真っ黒な雄羊は低く唸ると、僅かな予備動作すら見せず、灰色のカツェロイテの顔面を蹴り上げた。
「ギャゥッ!」
抵抗さえできない身体を床に強かに打ち付けて、猫は悲痛な呻き声を上げた。雄羊は構わず、床に伏したその身体を乱暴に踏みつける。
「やっ! 止めっ! 止めてぇっ!」
ログズは力の限りに叫んだ。この後に何が待っているかなんて分からない。ただ、それが手にした剣から血雫が落ちている事だけは見逃さなかった。踏みつけられた背を逸らせ、尾を丸め、四肢で床を必死に削る。何としても逃げなければ。きっと次にあの長剣を汚すのは自身に違いない。
「やぁああっ!」
しかし、悪魔に対抗できる力などなかった。
「やめてぇえっ!」
雄羊の姿をしたそれはまるで枝葉の水でも切るかの様に、軽い動作で濡れ刃を振った。その切っ先が己の腱をなぞる感覚はあった。同時に、嘘の様に、ばちんっ、と弾ける様な感覚に襲われる。
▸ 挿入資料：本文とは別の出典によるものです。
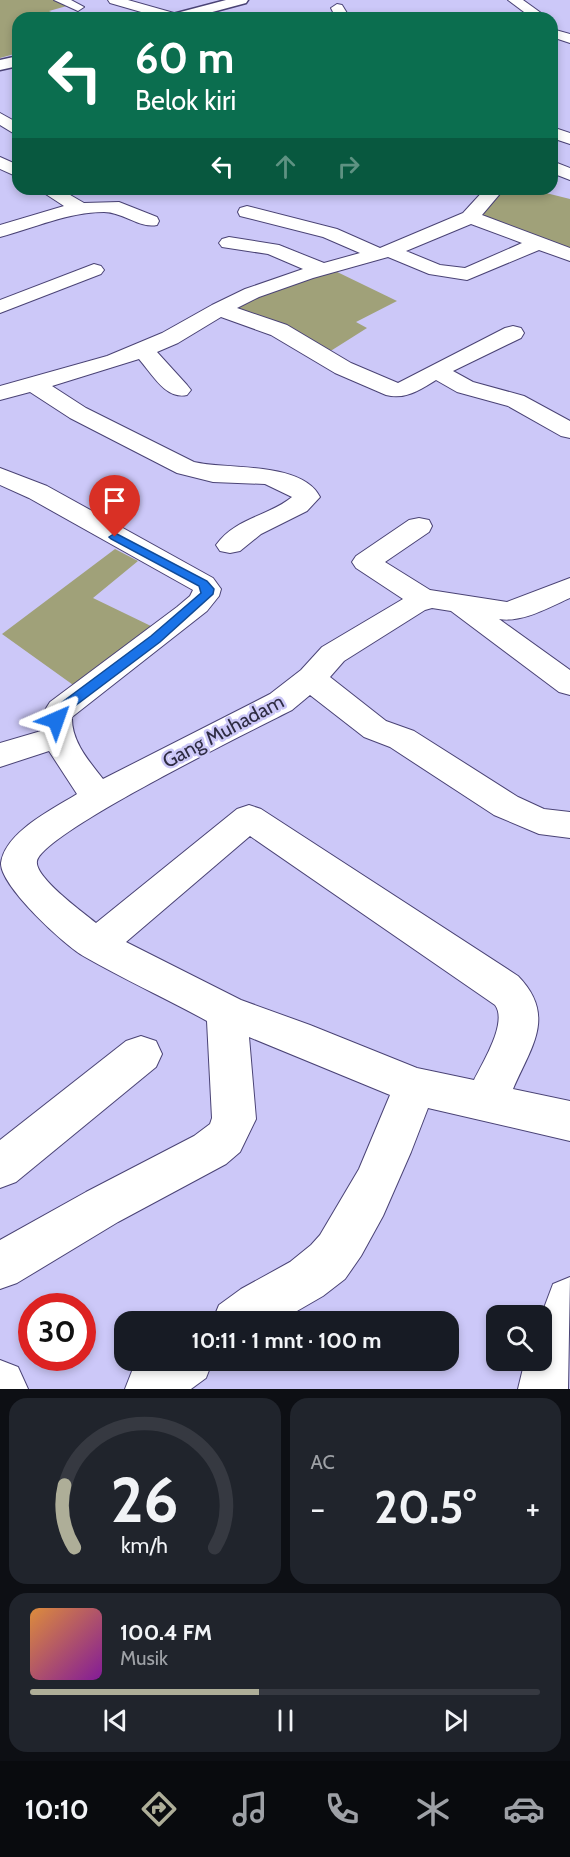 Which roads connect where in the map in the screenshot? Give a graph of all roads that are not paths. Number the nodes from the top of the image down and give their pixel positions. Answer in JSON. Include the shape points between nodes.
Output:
{"nodes":[{"id":1,"x":60,"y":0,"type":"edge"},
{"id":2,"x":114,"y":0,"type":"edge"},
{"id":3,"x":514,"y":0,"type":"edge"},
{"id":4,"x":228,"y":1,"type":"edge"},
{"id":5,"x":78,"y":7,"type":"dead end"},
{"id":6,"x":155,"y":12,"type":"edge"},
{"id":7,"x":194,"y":12,"type":"edge"},
{"id":8,"x":532,"y":12,"type":"edge"},
{"id":9,"x":58,"y":195,"type":"edge"},
{"id":10,"x":485,"y":195,"type":"edge"},
{"id":11,"x":82,"y":209,"type":"junction"},
{"id":12,"x":247,"y":212,"type":"dead end"},
{"id":13,"x":470,"y":217,"type":"junction"},
{"id":14,"x":150,"y":221,"type":"dead end"},
{"id":15,"x":0,"y":231,"type":"edge"},
{"id":16,"x":229,"y":243,"type":"dead end"},
{"id":17,"x":539,"y":243,"type":"junction"},
{"id":18,"x":383,"y":253,"type":"junction"},
{"id":19,"x":570,"y":255,"type":"edge"},
{"id":20,"x":93,"y":270,"type":"dead end"},
{"id":21,"x":321,"y":270,"type":"junction"},
{"id":22,"x":0,"y":308,"type":"edge"},
{"id":23,"x":219,"y":309,"type":"junction"},
{"id":24,"x":513,"y":333,"type":"dead end"},
{"id":25,"x":142,"y":350,"type":"junction"},
{"id":26,"x":436,"y":370,"type":"junction"},
{"id":27,"x":34,"y":384,"type":"junction"},
{"id":28,"x":179,"y":390,"type":"dead end"},
{"id":29,"x":0,"y":393,"type":"edge"},
{"id":30,"x":570,"y":431,"type":"edge"},
{"id":31,"x":0,"y":476,"type":"edge"},
{"id":32,"x":418,"y":526,"type":"dead end"},
{"id":33,"x":230,"y":545,"type":"dead end"},
{"id":34,"x":570,"y":587,"type":"edge"},
{"id":35,"x":425,"y":600,"type":"junction"},
{"id":36,"x":459,"y":604,"type":"junction"},
{"id":37,"x":312,"y":677,"type":"junction"},
{"id":38,"x":570,"y":685,"type":"edge"},
{"id":39,"x":58,"y":737,"type":"junction"},
{"id":40,"x":0,"y":755,"type":"edge"},
{"id":41,"x":98,"y":797,"type":"junction"},
{"id":42,"x":570,"y":825,"type":"edge"},
{"id":43,"x":14,"y":854,"type":"edge"},
{"id":44,"x":96,"y":945,"type":"junction"},
{"id":45,"x":227,"y":1012,"type":"junction"},
{"id":46,"x":141,"y":1054,"type":"dead end"},
{"id":47,"x":414,"y":1086,"type":"junction"},
{"id":48,"x":486,"y":1102,"type":"junction"},
{"id":49,"x":570,"y":1120,"type":"edge"},
{"id":50,"x":0,"y":1167,"type":"edge"},
{"id":51,"x":0,"y":1266,"type":"edge"},
{"id":52,"x":570,"y":1301,"type":"edge"},
{"id":53,"x":254,"y":1311,"type":"edge"},
{"id":54,"x":174,"y":1371,"type":"edge"},
{"id":55,"x":0,"y":1385,"type":"edge"},
{"id":56,"x":3,"y":1389,"type":"edge"},
{"id":57,"x":150,"y":1389,"type":"edge"},
{"id":58,"x":543,"y":1389,"type":"edge"}],
"edges":[{"from":1,"to":5,"type":"street"},
{"from":2,"to":6,"type":"street"},
{"from":3,"to":8,"type":"street"},
{"from":4,"to":7,"type":"street"},
{"from":9,"to":11,"type":"street"},
{"from":10,"to":13,"type":"street"},
{"from":11,"to":14,"type":"street","via":[[116,207]]},
{"from":11,"to":15,"type":"street"},
{"from":12,"to":18,"type":"street","via":[[344,238]]},
{"from":13,"to":17,"type":"street"},
{"from":13,"to":18,"type":"street"},
{"from":16,"to":21,"type":"street","via":[[272,249]]},
{"from":17,"to":18,"type":"street","via":[[467,274],[436,270]]},
{"from":17,"to":19,"type":"street"},
{"from":18,"to":21,"type":"street"},
{"from":20,"to":22,"type":"street"},
{"from":21,"to":23,"type":"street","via":[[252,293]]},
{"from":23,"to":25,"type":"street"},
{"from":23,"to":26,"type":"street","via":[[279,330],[343,368],[400,389]]},
{"from":24,"to":26,"type":"street"},
{"from":25,"to":27,"type":"street"},
{"from":25,"to":28,"type":"street"},
{"from":26,"to":30,"type":"street","via":[[465,387],[516,401]]},
{"from":27,"to":29,"type":"street"},
{"from":27,"to":33,"type":"street","via":[[78,413],[186,468],[213,474],[270,476],[305,493],[307,497],[298,505],[263,521]]},
{"from":31,"to":39,"type":"street","via":[[38,492],[207,589],[203,599],[187,613],[62,709],[56,720]]},
{"from":32,"to":35,"type":"street","via":[[366,562]]},
{"from":34,"to":36,"type":"street","via":[[517,609]]},
{"from":35,"to":36,"type":"street"},
{"from":35,"to":37,"type":"street","name":"Gang Muhadam","via":[[333,654]]},
{"from":36,"to":38,"type":"street"},
{"from":37,"to":41,"type":"street","name":"Gang Muhadam","via":[[281,702]]},
{"from":37,"to":42,"type":"street","via":[[375,729],[402,739],[506,806],[539,820]]},
{"from":39,"to":40,"type":"street"},
{"from":39,"to":41,"type":"street"},
{"from":41,"to":43,"type":"street","name":"Gang Muhadam"},
{"from":43,"to":44,"type":"street","via":[[29,885],[47,905]]},
{"from":44,"to":45,"type":"street"},
{"from":44,"to":48,"type":"street","via":[[249,818],[512,996],[521,1017]]},
{"from":45,"to":47,"type":"street"},
{"from":45,"to":51,"type":"street","via":[[234,1119],[225,1138],[210,1150]]},
{"from":46,"to":50,"type":"street"},
{"from":47,"to":48,"type":"street"},
{"from":47,"to":53,"type":"street","via":[[393,1147],[351,1230],[328,1262]]},
{"from":48,"to":49,"type":"street"},
{"from":52,"to":58,"type":"street"},
{"from":54,"to":57,"type":"street"},
{"from":55,"to":56,"type":"street"}]}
そして遅れて感じる灼熱。
続いて激痛が走り、
「ギャアアッ!」
灰猫は前肢を伸ばし、泣き叫んだ。
突き抜けた電撃をやり過ごす為に開かれた平は指先を反り返らせ、暫く小刻み震わせていたが、やがて襲ってきた猛烈な痛みの沼地できつく握られる事となる。
「アァアッ!」
口が裂けんばかりに吼えて、しなやかな身を捩り、ログズは首を落とされた蛇の様にのたうち回った。混乱と恐怖で尾が、背筋の毛が逆立ち、食いしばった歯が軋んで口内までもを傷付けたが、構ってはいられなかった。とにかくもがいて床を引っ掻き、どうにかして痛みから、悪魔から逃げようと必死だった。